Duruşmaya katılan 30 dolayında mağdurun da ifadelerine başvuruldu. Mağdurların tümü hastanede tedavi olduklarını ancak ameliyat olmadıklarını söyledi. Bazı mağdurlar davacı olmadıklarını belirtirken, büyük bir kısmı ise davacı oldu.

 

Sanık avukatlarından Süleyman Çetin, hastanede yolsuzluk olduğuna ilişkin bir itirazlarının olmadığını ancak bunu müvekkillerinin yapmadığını belirterek, “6 ay içinde 1 milyon evrak toplanmış ve şantaj için kullanılmış. Bunu bir kişi yapmış. Gaspa teşebbüs ve sahtecilik yapılmış, ama biz yapmadık” diye konuştu.

 

Tüm sanık ve tanıklar ile mağdurlar dinlendikten sonra duruşma savcısı eksik hususların giderilmesini talep etti.
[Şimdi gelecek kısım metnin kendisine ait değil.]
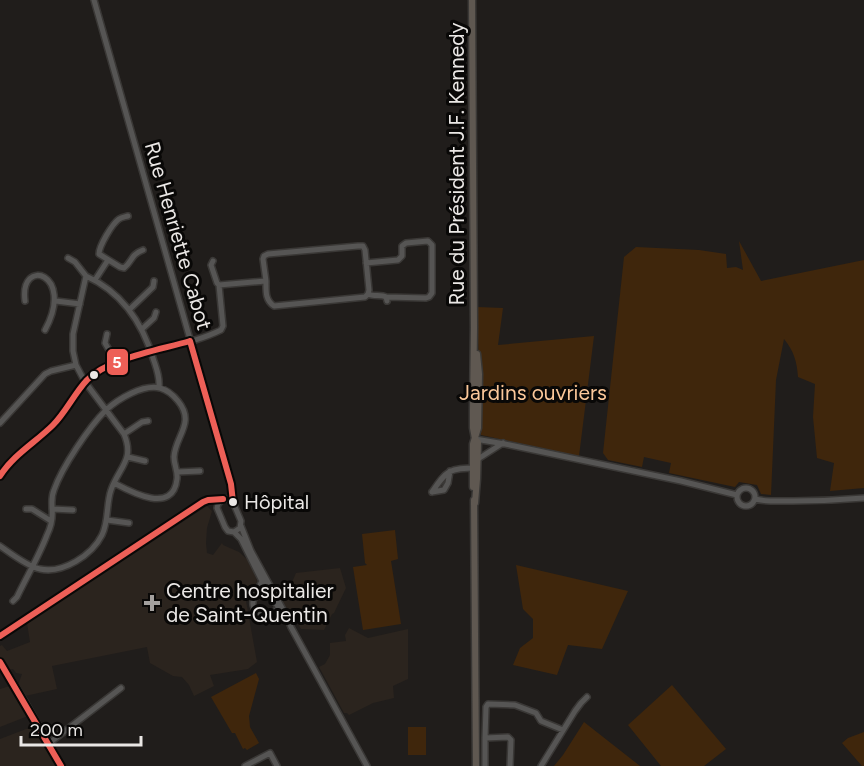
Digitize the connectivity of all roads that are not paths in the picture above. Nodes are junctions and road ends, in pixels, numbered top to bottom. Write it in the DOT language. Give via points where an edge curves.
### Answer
graph roads {
  1 [pos="94,0"];
  2 [pos="472,0"];
  3 [pos="128,216"];
  4 [pos="142,250"];
  5 [pos="68,258"];
  6 [pos="108,260"];
  7 [pos="213,261"];
  8 [pos="366,263"];
  9 [pos="86,276"];
  10 [pos="95,280"];
  11 [pos="154,281"];
  12 [pos="266,281"];
  13 [pos="219,285"];
  14 [pos="368,294"];
  15 [pos="25,301"];
  16 [pos="56,301"];
  17 [pos="80,304"];
  18 [pos="130,309"];
  19 [pos="156,312"];
  20 [pos="142,329"];
  21 [pos="45,330"];
  22 [pos="107,334"];
  23 [pos="190,341"];
  24 [pos="152,352"];
  25 [pos="116,362"];
  26 [pos="76,364"];
  27 [pos="85,382"];
  28 [pos="159,388"];
  29 [pos="107,410"];
  30 [pos="148,421"];
  31 [pos="0,423"];
  32 [pos="124,434"];
  33 [pos="476,439"];
  34 [pos="503,443"];
  35 [pos="128,457"];
  36 [pos="478,459"];
  37 [pos="145,461"];
  38 [pos="475,468"];
  39 [pos="200,471"];
  40 [pos="450,471"];
  41 [pos="177,472"];
  42 [pos="0,476"];
  43 [pos="230,480"];
  44 [pos="114,483"];
  45 [pos="737,495"];
  46 [pos="864,498"];
  47 [pos="224,499"];
  48 [pos="756,499"];
  49 [pos="204,502"];
  50 [pos="233,502"];
  51 [pos="26,508"];
  52 [pos="218,508"];
  53 [pos="52,509"];
  54 [pos="73,510"];
  55 [pos="107,520"];
  56 [pos="51,521"];
  57 [pos="129,523"];
  58 [pos="241,526"];
  59 [pos="234,532"];
  60 [pos="0,546"];
  61 [pos="32,566"];
  62 [pos="263,582"];
  63 [pos="277,599"];
  64 [pos="13,601"];
  65 [pos="279,608"];
  66 [pos="291,627"];
  67 [pos="0,636"];
  68 [pos="0,662"];
  69 [pos="121,688"];
  70 [pos="587,697"];
  71 [pos="563,730"];
  72 [pos="485,738"];
  73 [pos="48,744"];
  74 [pos="511,763"];
  75 [pos="61,766"];
  76 [pos="245,766"];
  77 [pos="277,766"];
  78 [pos="368,766"];
  79 [pos="476,766"];
  80 [pos="485,766"];
  81 [pos="541,766"];
  1 -- 23 [label="street, Rue Henriette Cabot"];
  2 -- 33 [label="main road, Rue du Président J.F. Kennedy" via="474,327 479,374"];
  3 -- 6 [label="street" via="117,220 101,244 99,254"];
  4 -- 6 [label="street" via="124,268"];
  5 -- 9 [label="street"];
  6 -- 10 [label="street"];
  7 -- 13 [label="street"];
  8 -- 12 [label="street" via="363,246 268,254 263,260"];
  8 -- 14 [label="street"];
  8 -- 14 [label="street" via="398,260 406,243 432,245 429,297 387,299"];
  9 -- 10 [label="street"];
  9 -- 17 [label="street"];
  10 -- 18 [label="street"];
  11 -- 18 [label="street" via="153,287"];
  12 -- 13 [label="street"];
  12 -- 14 [label="street" via="267,298 274,306"];
  13 -- 23 [label="street" via="222,328"];
  15 -- 16 [label="street" via="25,284 31,277 42,276 52,283"];
  16 -- 17 [label="street"];
  16 -- 21 [label="street"];
  17 -- 26 [label="street" via="73,334"];
  18 -- 20 [label="street"];
  19 -- 20 [label="street"];
  20 -- 24 [label="street"];
  22 -- 25 [label="street" via="105,343"];
  23 -- 24 [label="street"];
  23 -- 43 [label="street, Rue Henriette Cabot"];
  24 -- 25 [label="street"];
  24 -- 28 [label="street"];
  25 -- 27 [label="street"];
  26 -- 27 [label="street"];
  26 -- 31 [label="street" via="45,374"];
  27 -- 29 [label="street"];
  27 -- 42 [label="street" via="55,423 6,466"];
  28 -- 29 [label="street" via="129,394"];
  28 -- 41 [label="street" via="176,399 185,416 174,454"];
  29 -- 32 [label="street"];
  29 -- 53 [label="street" via="64,468 53,491"];
  30 -- 32 [label="street"];
  32 -- 35 [label="street"];
  33 -- 34 [label="street"];
  33 -- 36 [label="main road, Rue du Président J.F. Kennedy"];
  33 -- 38 [label="main road, Rue du Président J.F. Kennedy"];
  34 -- 36 [label="street"];
  34 -- 45 [label="street"];
  35 -- 37 [label="street"];
  35 -- 44 [label="street"];
  36 -- 38 [label="main road, Rue du Président J.F. Kennedy"];
  38 -- 40 [label="street"];
  38 -- 79 [label="main road, Rue du Président J.F. Kennedy"];
  39 -- 41 [label="street"];
  41 -- 44 [label="street" via="175,488 165,498 141,496"];
  43 -- 47 [label="street"];
  43 -- 50 [label="street, Rue Henriette Cabot"];
  44 -- 55 [label="street"];
  45 -- 48 [label="street" via="748,488"];
  45 -- 48 [label="street" via="737,501 744,506 750,506"];
  46 -- 48 [label="street"];
  47 -- 49 [label="street"];
  47 -- 50 [label="street"];
  47 -- 52 [label="street"];
  49 -- 52 [label="street"];
  49 -- 67 [label="street"];
  50 -- 58 [label="street, Rue Henriette Cabot"];
  51 -- 56 [label="street"];
  52 -- 59 [label="street" via="225,527"];
  53 -- 54 [label="street"];
  53 -- 56 [label="street"];
  55 -- 57 [label="street"];
  55 -- 61 [label="street" via="102,536 80,558 54,569"];
  56 -- 61 [label="street"];
  58 -- 59 [label="street"];
  58 -- 63 [label="street"];
  59 -- 62 [label="street"];
  60 -- 61 [label="street"];
  61 -- 64 [label="street"];
  62 -- 63 [label="street"];
  62 -- 65 [label="street"];
  62 -- 65 [label="street" via="253,600 257,612 266,615"];
  63 -- 66 [label="street"];
  65 -- 66 [label="street"];
  66 -- 78 [label="street"];
  68 -- 73 [label="main road"];
  69 -- 73 [label="street"];
  70 -- 71 [label="street"];
  71 -- 72 [label="street" via="515,705 488,704"];
  71 -- 81 [label="street"];
  72 -- 74 [label="street" via="510,738"];
  72 -- 80 [label="street"];
  73 -- 75 [label="main road"];
  76 -- 77 [label="street" via="270,753"];
}
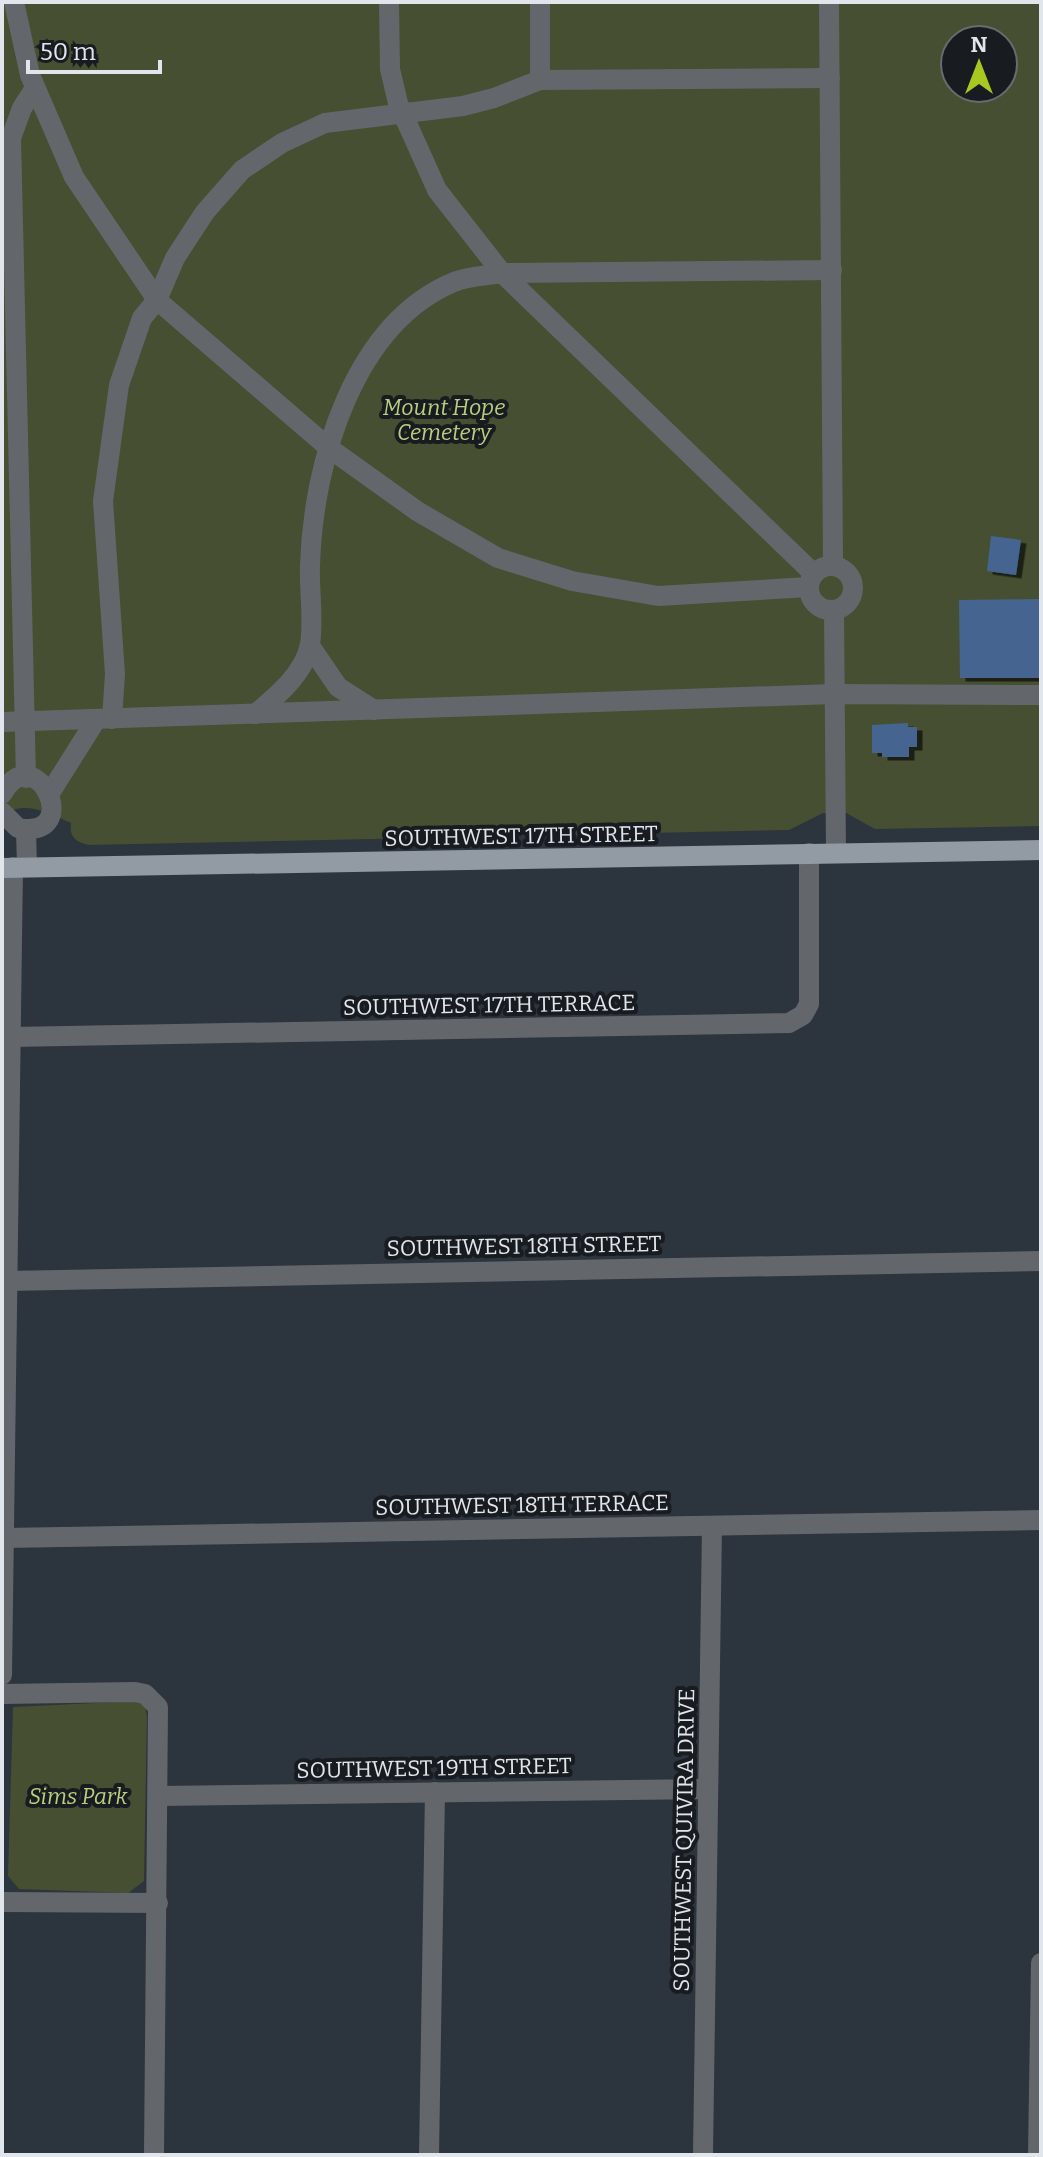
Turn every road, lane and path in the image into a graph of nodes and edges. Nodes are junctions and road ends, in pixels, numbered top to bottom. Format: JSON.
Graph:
{"nodes":[{"id":1,"x":14,"y":2,"type":"edge"},
{"id":2,"x":389,"y":2,"type":"edge"},
{"id":3,"x":540,"y":2,"type":"edge"},
{"id":4,"x":829,"y":2,"type":"edge"},
{"id":5,"x":830,"y":78,"type":"junction"},
{"id":6,"x":540,"y":80,"type":"junction"},
{"id":7,"x":35,"y":88,"type":"junction"},
{"id":8,"x":401,"y":112,"type":"junction"},
{"id":9,"x":832,"y":270,"type":"junction"},
{"id":10,"x":502,"y":273,"type":"junction"},
{"id":11,"x":157,"y":300,"type":"junction"},
{"id":12,"x":10,"y":332,"type":"edge"},
{"id":13,"x":19,"y":369,"type":"junction"},
{"id":14,"x":2,"y":386,"type":"edge"},
{"id":15,"x":11,"y":430,"type":"edge"},
{"id":16,"x":329,"y":448,"type":"junction"},
{"id":17,"x":818,"y":575,"type":"junction"},
{"id":18,"x":834,"y":610,"type":"junction"},
{"id":19,"x":310,"y":646,"type":"junction"},
{"id":20,"x":834,"y":694,"type":"junction"},
{"id":21,"x":1041,"y":695,"type":"edge"},
{"id":22,"x":374,"y":710,"type":"junction"},
{"id":23,"x":255,"y":714,"type":"junction"},
{"id":24,"x":104,"y":720,"type":"junction"},
{"id":25,"x":2,"y":722,"type":"edge"},
{"id":26,"x":24,"y":722,"type":"junction"},
{"id":27,"x":26,"y":778,"type":"junction"},
{"id":28,"x":50,"y":793,"type":"junction"},
{"id":29,"x":2,"y":794,"type":"edge"},
{"id":30,"x":2,"y":812,"type":"edge"},
{"id":31,"x":26,"y":830,"type":"junction"},
{"id":32,"x":1041,"y":850,"type":"edge"},
{"id":33,"x":809,"y":853,"type":"junction"},
{"id":34,"x":836,"y":853,"type":"junction"},
{"id":35,"x":14,"y":867,"type":"edge"},
{"id":36,"x":11,"y":1037,"type":"junction"},
{"id":37,"x":1041,"y":1261,"type":"edge"},
{"id":38,"x":7,"y":1281,"type":"junction"},
{"id":39,"x":1041,"y":1520,"type":"edge"},
{"id":40,"x":712,"y":1526,"type":"junction"},
{"id":41,"x":4,"y":1538,"type":"edge"},
{"id":42,"x":2,"y":1675,"type":"edge"},
{"id":43,"x":2,"y":1694,"type":"edge"},
{"id":44,"x":708,"y":1789,"type":"junction"},
{"id":45,"x":435,"y":1792,"type":"junction"},
{"id":46,"x":160,"y":1796,"type":"junction"},
{"id":47,"x":2,"y":1902,"type":"edge"},
{"id":48,"x":158,"y":1903,"type":"junction"},
{"id":49,"x":1041,"y":1963,"type":"edge"},
{"id":50,"x":154,"y":2155,"type":"edge"},
{"id":51,"x":429,"y":2155,"type":"edge"},
{"id":52,"x":703,"y":2155,"type":"edge"},
{"id":53,"x":1038,"y":2155,"type":"edge"}],
"edges":[{"from":1,"to":7,"type":"street"},
{"from":2,"to":8,"type":"street"},
{"from":3,"to":6,"type":"street"},
{"from":4,"to":5,"type":"street"},
{"from":5,"to":6,"type":"street"},
{"from":5,"to":9,"type":"street"},
{"from":6,"to":8,"type":"street"},
{"from":7,"to":11,"type":"street"},
{"from":7,"to":12,"type":"street"},
{"from":8,"to":10,"type":"street"},
{"from":8,"to":11,"type":"street"},
{"from":9,"to":10,"type":"street"},
{"from":9,"to":17,"type":"street"},
{"from":10,"to":16,"type":"street"},
{"from":10,"to":17,"type":"street"},
{"from":11,"to":16,"type":"street"},
{"from":11,"to":24,"type":"street"},
{"from":12,"to":13,"type":"street"},
{"from":13,"to":14,"type":"street"},
{"from":13,"to":15,"type":"street"},
{"from":15,"to":26,"type":"street"},
{"from":16,"to":17,"type":"street"},
{"from":16,"to":19,"type":"street"},
{"from":17,"to":18,"type":"street"},
{"from":17,"to":18,"type":"street"},
{"from":18,"to":20,"type":"street"},
{"from":19,"to":22,"type":"street"},
{"from":19,"to":23,"type":"street"},
{"from":20,"to":21,"type":"street"},
{"from":20,"to":22,"type":"street"},
{"from":20,"to":34,"type":"street"},
{"from":22,"to":23,"type":"street"},
{"from":23,"to":24,"type":"street"},
{"from":24,"to":26,"type":"street"},
{"from":24,"to":28,"type":"street"},
{"from":25,"to":26,"type":"street"},
{"from":26,"to":27,"type":"street"},
{"from":27,"to":28,"type":"street"},
{"from":27,"to":29,"type":"street"},
{"from":28,"to":31,"type":"street"},
{"from":30,"to":31,"type":"street"},
{"from":31,"to":35,"type":"street"},
{"from":32,"to":34,"type":"main road","name":"SOUTHWEST 17TH STREET"},
{"from":33,"to":34,"type":"main road","name":"SOUTHWEST 17TH STREET"},
{"from":33,"to":35,"type":"main road","name":"SOUTHWEST 17TH STREET"},
{"from":33,"to":36,"type":"street","name":"SOUTHWEST 17TH TERRACE"},
{"from":35,"to":36,"type":"street"},
{"from":36,"to":38,"type":"street"},
{"from":37,"to":38,"type":"street","name":"SOUTHWEST 18TH STREET"},
{"from":38,"to":41,"type":"street"},
{"from":39,"to":40,"type":"street","name":"SOUTHWEST 18TH TERRACE"},
{"from":40,"to":41,"type":"street","name":"SOUTHWEST 18TH TERRACE"},
{"from":40,"to":44,"type":"street","name":"SOUTHWEST QUIVIRA DRIVE"},
{"from":41,"to":42,"type":"street"},
{"from":43,"to":46,"type":"street"},
{"from":44,"to":45,"type":"street","name":"SOUTHWEST 19TH STREET"},
{"from":44,"to":52,"type":"street","name":"SOUTHWEST QUIVIRA DRIVE"},
{"from":45,"to":46,"type":"street","name":"SOUTHWEST 19TH STREET"},
{"from":45,"to":51,"type":"street"},
{"from":46,"to":48,"type":"street"},
{"from":47,"to":48,"type":"street"},
{"from":48,"to":50,"type":"street"},
{"from":49,"to":53,"type":"street"}]}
Mahkeme heyeti, imzaların incelenmesi ve SGK’ya zarar için yazılan yazının gelmesi için duruşmayı 17 Şubat 2015 tarihine erteledi.   

 

Zarar, mahkeme kayıtlarına 539 bin TL olarak yansırken, esas rakamın SGK’nın göndereceği cevaptan sonra netlik kazanacağı belirtildi.

 

Duruşmadan sonra Rûdaw’a konuşan hastane yönetim kurulu başkanı Muhsin Tezcan, hastane çalışanlarını kastederek, “Bunu onlar yaptı, zaten hepsini işten attım” dedi.

 

Tezcan’ı suçlayan hastanenin satınalma görevlisi Yunus Göl de şu ilginç örneği verdi:

 

“Bir keresinde sol elimle çay içiyordum, bana kızdı, ‘günahtır, sol elle çay içme, sağ el ile iç’ dedi. Şimdi de görüyorsunuz trilyonları vurmuşlar bunu günah saymıyorlar. Bir de çıkmış mahkemede suçu bize yüklemek istiyorlar.”